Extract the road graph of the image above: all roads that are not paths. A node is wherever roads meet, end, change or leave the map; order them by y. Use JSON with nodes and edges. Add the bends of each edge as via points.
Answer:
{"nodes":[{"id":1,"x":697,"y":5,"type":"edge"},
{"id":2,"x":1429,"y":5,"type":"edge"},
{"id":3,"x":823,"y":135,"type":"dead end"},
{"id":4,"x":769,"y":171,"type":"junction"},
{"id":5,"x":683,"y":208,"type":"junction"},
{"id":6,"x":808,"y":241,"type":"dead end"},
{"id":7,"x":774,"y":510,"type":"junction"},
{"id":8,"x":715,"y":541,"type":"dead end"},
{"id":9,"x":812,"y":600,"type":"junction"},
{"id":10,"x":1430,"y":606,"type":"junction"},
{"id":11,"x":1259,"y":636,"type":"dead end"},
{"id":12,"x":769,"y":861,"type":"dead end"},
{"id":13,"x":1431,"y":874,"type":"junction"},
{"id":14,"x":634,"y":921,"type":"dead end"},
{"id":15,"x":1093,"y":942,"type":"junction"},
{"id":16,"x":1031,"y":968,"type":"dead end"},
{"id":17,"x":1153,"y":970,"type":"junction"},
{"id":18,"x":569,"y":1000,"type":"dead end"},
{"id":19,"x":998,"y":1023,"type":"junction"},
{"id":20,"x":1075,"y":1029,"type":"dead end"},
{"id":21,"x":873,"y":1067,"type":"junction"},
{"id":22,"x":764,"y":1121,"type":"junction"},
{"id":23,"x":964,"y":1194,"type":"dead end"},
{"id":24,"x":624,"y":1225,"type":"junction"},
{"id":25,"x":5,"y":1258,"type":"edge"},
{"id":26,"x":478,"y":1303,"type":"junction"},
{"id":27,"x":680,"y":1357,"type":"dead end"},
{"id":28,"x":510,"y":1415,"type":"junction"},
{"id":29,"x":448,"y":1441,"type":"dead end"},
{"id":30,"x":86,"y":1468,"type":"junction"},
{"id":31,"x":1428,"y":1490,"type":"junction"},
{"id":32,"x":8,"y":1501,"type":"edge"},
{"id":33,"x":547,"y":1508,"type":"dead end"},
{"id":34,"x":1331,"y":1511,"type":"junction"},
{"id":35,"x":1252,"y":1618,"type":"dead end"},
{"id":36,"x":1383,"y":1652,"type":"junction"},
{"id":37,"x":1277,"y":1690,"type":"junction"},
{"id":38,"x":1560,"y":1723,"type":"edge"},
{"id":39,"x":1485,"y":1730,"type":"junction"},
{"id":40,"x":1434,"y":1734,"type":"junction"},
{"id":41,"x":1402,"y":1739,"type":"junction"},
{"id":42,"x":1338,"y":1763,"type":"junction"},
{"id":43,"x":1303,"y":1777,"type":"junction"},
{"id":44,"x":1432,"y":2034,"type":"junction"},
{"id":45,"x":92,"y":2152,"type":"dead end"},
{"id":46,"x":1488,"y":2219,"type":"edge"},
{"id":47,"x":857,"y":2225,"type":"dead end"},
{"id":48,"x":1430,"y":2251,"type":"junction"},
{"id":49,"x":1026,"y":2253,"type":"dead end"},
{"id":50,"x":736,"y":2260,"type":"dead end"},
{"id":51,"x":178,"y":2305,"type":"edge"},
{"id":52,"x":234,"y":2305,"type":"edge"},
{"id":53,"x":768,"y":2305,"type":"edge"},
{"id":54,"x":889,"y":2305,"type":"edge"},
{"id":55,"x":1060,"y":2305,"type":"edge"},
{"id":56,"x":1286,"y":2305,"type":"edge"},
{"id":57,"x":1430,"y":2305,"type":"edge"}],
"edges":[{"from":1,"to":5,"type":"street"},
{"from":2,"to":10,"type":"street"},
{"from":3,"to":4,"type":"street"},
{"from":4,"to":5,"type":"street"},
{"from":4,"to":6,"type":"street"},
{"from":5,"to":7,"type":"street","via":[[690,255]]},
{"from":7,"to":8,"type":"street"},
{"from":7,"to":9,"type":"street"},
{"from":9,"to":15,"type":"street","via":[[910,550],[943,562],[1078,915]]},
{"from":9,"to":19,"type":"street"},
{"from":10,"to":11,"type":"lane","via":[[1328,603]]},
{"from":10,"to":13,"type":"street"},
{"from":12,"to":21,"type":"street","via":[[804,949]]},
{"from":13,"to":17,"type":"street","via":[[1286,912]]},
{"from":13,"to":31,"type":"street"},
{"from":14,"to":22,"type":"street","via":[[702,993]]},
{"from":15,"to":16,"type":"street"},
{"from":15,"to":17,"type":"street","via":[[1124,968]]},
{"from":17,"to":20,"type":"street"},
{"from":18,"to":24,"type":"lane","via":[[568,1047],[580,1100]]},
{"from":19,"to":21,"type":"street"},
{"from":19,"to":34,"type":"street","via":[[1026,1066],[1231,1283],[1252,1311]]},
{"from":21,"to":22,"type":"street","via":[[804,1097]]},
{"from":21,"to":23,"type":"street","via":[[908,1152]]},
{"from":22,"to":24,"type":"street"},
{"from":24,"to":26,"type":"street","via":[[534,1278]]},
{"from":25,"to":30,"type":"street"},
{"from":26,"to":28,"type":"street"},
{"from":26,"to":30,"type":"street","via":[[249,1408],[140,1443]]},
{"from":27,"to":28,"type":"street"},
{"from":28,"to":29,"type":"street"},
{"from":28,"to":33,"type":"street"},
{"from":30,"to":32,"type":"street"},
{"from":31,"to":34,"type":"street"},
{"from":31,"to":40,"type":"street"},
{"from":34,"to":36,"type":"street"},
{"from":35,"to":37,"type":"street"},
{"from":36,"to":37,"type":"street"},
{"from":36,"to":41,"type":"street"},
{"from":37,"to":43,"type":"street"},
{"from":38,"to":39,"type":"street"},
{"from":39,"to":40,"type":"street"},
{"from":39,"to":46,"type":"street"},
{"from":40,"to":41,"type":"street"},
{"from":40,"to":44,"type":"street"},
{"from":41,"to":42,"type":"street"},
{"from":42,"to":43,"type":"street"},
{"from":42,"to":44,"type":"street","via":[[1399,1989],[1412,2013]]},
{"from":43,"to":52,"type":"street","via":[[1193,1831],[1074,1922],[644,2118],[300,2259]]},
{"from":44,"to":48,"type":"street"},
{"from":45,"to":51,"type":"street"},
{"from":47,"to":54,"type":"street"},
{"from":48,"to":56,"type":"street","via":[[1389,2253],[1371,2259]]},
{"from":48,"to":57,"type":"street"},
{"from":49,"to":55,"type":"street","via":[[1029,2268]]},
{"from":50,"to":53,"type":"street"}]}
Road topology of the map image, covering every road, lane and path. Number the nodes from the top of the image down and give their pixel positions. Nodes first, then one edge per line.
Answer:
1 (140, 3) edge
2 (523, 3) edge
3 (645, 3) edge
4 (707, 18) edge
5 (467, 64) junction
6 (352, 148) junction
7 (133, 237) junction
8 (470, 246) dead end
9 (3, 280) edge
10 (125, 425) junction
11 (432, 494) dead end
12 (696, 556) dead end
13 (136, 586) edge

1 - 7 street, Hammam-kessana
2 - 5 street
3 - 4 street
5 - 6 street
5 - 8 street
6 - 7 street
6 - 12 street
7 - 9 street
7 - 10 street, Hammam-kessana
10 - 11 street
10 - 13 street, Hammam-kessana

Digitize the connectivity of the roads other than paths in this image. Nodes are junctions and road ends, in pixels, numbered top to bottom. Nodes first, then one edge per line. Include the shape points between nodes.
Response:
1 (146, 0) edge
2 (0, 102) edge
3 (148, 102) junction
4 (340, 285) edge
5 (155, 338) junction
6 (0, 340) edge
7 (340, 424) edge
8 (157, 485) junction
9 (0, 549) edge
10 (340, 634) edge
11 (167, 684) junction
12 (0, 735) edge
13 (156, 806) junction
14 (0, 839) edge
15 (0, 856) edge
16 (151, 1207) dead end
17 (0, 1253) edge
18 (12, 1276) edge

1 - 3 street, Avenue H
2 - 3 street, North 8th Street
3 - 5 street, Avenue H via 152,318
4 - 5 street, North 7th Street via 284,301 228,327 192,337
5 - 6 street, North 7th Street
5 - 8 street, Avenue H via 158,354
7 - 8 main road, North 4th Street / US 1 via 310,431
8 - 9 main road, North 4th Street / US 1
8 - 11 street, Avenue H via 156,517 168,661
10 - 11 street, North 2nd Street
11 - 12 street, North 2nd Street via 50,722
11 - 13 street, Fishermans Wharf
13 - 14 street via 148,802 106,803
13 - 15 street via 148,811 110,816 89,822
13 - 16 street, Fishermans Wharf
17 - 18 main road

◇ ◇ ◇ ◇

Copy exactly, and only, the lines from the line containing "Road topology of" to the end of the listing, with both ends included.

▸ **YOUR SOLUTION**:
Road topology of the map image, covering every road, lane and path. Number the nodes from the top of the image down and give their pixel positions. Nodes first, then one edge per line.
Answer:
1 (140, 3) edge
2 (523, 3) edge
3 (645, 3) edge
4 (707, 18) edge
5 (467, 64) junction
6 (352, 148) junction
7 (133, 237) junction
8 (470, 246) dead end
9 (3, 280) edge
10 (125, 425) junction
11 (432, 494) dead end
12 (696, 556) dead end
13 (136, 586) edge

1 - 7 street, Hammam-kessana
2 - 5 street
3 - 4 street
5 - 6 street
5 - 8 street
6 - 7 street
6 - 12 street
7 - 9 street
7 - 10 street, Hammam-kessana
10 - 11 street
10 - 13 street, Hammam-kessana

Digitize the connectivity of the roads other than paths in this image. Nodes are junctions and road ends, in pixels, numbered top to bottom. Nodes first, then one edge per line. Include the shape points between nodes.
Response:
1 (146, 0) edge
2 (0, 102) edge
3 (148, 102) junction
4 (340, 285) edge
5 (155, 338) junction
6 (0, 340) edge
7 (340, 424) edge
8 (157, 485) junction
9 (0, 549) edge
10 (340, 634) edge
11 (167, 684) junction
12 (0, 735) edge
13 (156, 806) junction
14 (0, 839) edge
15 (0, 856) edge
16 (151, 1207) dead end
17 (0, 1253) edge
18 (12, 1276) edge

1 - 3 street, Avenue H
2 - 3 street, North 8th Street
3 - 5 street, Avenue H via 152,318
4 - 5 street, North 7th Street via 284,301 228,327 192,337
5 - 6 street, North 7th Street
5 - 8 street, Avenue H via 158,354
7 - 8 main road, North 4th Street / US 1 via 310,431
8 - 9 main road, North 4th Street / US 1
8 - 11 street, Avenue H via 156,517 168,661
10 - 11 street, North 2nd Street
11 - 12 street, North 2nd Street via 50,722
11 - 13 street, Fishermans Wharf
13 - 14 street via 148,802 106,803
13 - 15 street via 148,811 110,816 89,822
13 - 16 street, Fishermans Wharf
17 - 18 main road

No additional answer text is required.